EXERCISE OBJECTIVE -> Scan the lines below for "dead" and copy the matches.

TASK INPUTS ->

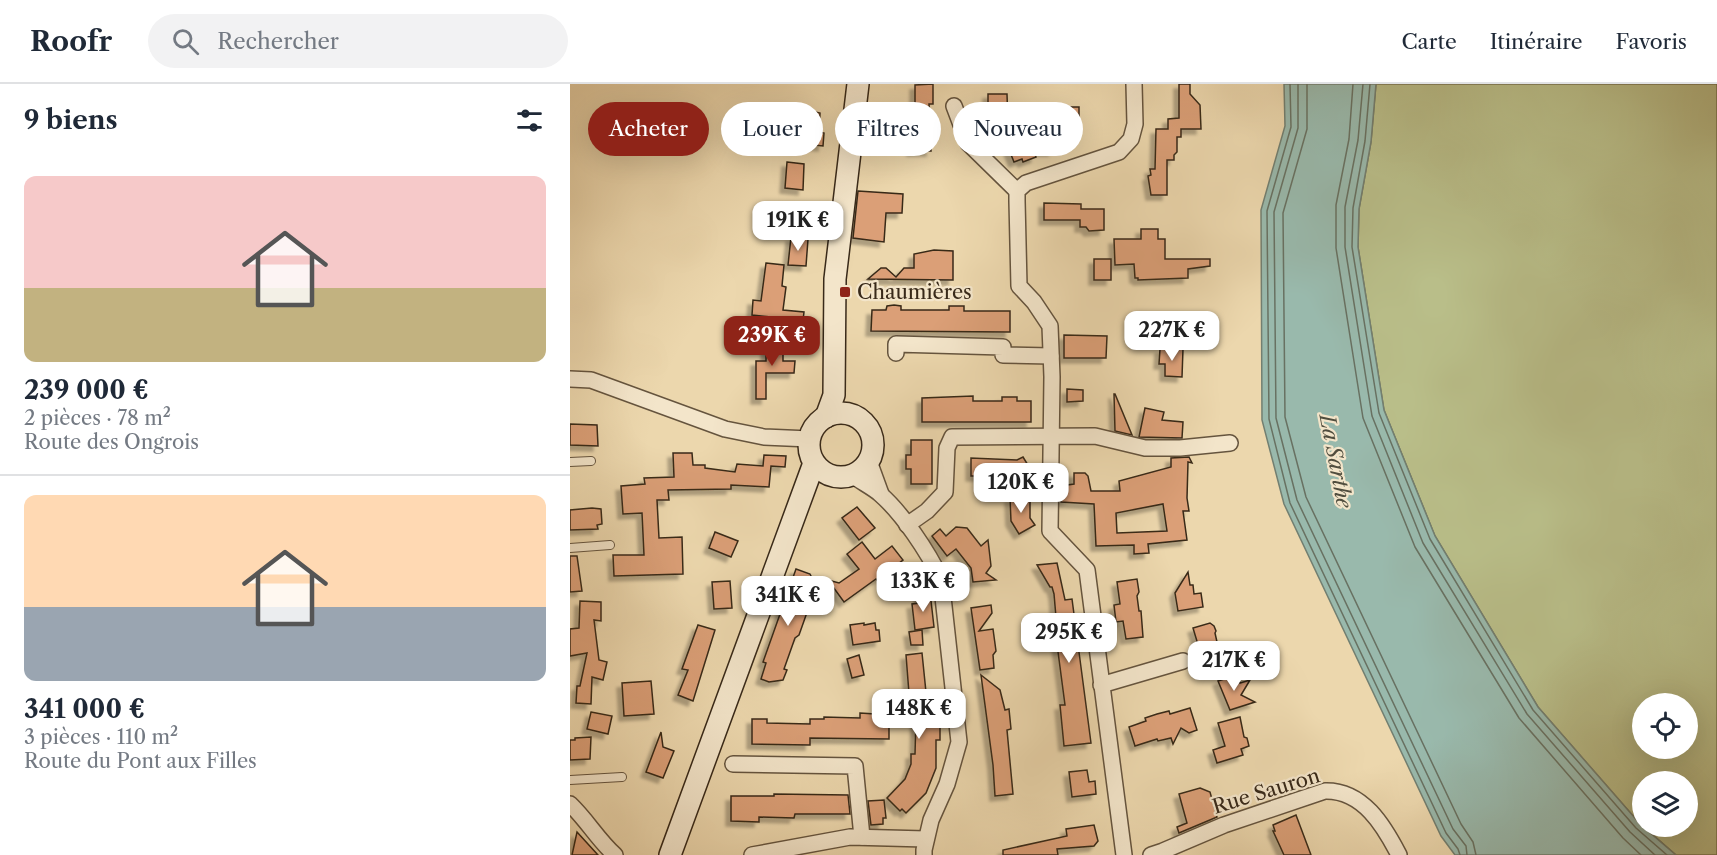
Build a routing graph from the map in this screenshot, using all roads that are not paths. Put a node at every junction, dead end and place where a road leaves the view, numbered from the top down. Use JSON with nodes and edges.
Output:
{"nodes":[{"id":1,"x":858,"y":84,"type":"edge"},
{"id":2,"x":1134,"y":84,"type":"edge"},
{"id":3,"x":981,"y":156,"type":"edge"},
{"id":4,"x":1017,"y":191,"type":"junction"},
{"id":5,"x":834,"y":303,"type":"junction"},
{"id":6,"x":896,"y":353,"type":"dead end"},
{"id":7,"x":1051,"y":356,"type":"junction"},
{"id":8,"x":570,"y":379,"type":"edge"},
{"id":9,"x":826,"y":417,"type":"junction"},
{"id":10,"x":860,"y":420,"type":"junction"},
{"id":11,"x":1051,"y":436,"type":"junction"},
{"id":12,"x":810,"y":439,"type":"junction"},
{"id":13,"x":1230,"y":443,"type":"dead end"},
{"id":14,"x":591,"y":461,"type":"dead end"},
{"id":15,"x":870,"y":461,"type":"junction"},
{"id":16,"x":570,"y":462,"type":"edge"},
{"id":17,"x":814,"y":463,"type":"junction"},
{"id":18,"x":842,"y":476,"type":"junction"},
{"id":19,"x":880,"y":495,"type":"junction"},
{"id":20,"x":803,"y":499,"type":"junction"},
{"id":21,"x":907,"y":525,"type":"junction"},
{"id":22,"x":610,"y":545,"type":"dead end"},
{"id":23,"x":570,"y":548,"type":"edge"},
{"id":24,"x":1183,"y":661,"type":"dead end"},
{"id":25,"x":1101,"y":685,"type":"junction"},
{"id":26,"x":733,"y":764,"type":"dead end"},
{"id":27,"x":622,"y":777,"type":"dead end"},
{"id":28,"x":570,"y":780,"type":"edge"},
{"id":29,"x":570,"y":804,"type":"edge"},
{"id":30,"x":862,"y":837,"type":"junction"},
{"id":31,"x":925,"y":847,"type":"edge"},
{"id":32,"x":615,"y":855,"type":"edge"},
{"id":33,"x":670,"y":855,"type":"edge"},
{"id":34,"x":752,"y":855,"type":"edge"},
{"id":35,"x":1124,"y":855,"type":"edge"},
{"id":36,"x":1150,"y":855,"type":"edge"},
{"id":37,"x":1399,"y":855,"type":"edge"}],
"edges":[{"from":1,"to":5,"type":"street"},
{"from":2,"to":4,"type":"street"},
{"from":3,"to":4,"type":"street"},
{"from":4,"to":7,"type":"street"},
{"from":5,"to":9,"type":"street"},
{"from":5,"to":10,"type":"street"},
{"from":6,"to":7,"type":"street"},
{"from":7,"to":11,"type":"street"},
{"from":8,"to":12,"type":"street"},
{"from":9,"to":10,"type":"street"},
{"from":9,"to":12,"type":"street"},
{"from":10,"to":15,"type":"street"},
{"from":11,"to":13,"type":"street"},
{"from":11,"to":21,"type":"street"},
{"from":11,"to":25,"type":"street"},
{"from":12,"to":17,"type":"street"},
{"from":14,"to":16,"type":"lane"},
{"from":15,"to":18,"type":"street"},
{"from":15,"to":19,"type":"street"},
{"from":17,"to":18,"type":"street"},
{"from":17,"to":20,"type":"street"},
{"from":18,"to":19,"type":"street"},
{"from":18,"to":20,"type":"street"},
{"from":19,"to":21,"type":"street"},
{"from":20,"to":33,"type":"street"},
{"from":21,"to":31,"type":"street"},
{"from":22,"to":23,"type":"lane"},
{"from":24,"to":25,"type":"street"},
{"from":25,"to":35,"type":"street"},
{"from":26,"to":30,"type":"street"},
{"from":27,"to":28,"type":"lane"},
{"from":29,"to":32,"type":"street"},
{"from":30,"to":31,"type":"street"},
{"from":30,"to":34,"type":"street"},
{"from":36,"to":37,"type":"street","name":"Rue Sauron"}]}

WRITTEN REPLY ->
Build a routing graph from the map in this screenshot, using all roads that are not paths. Put a node at every junction, dead end and place where a road leaves the view, numbered from the top down. Use JSON with nodes and edges.
{"id":6,"x":896,"y":353,"type":"dead end"},
{"id":13,"x":1230,"y":443,"type":"dead end"},
{"id":14,"x":591,"y":461,"type":"dead end"},
{"id":22,"x":610,"y":545,"type":"dead end"},
{"id":24,"x":1183,"y":661,"type":"dead end"},
{"id":26,"x":733,"y":764,"type":"dead end"},
{"id":27,"x":622,"y":777,"type":"dead end"},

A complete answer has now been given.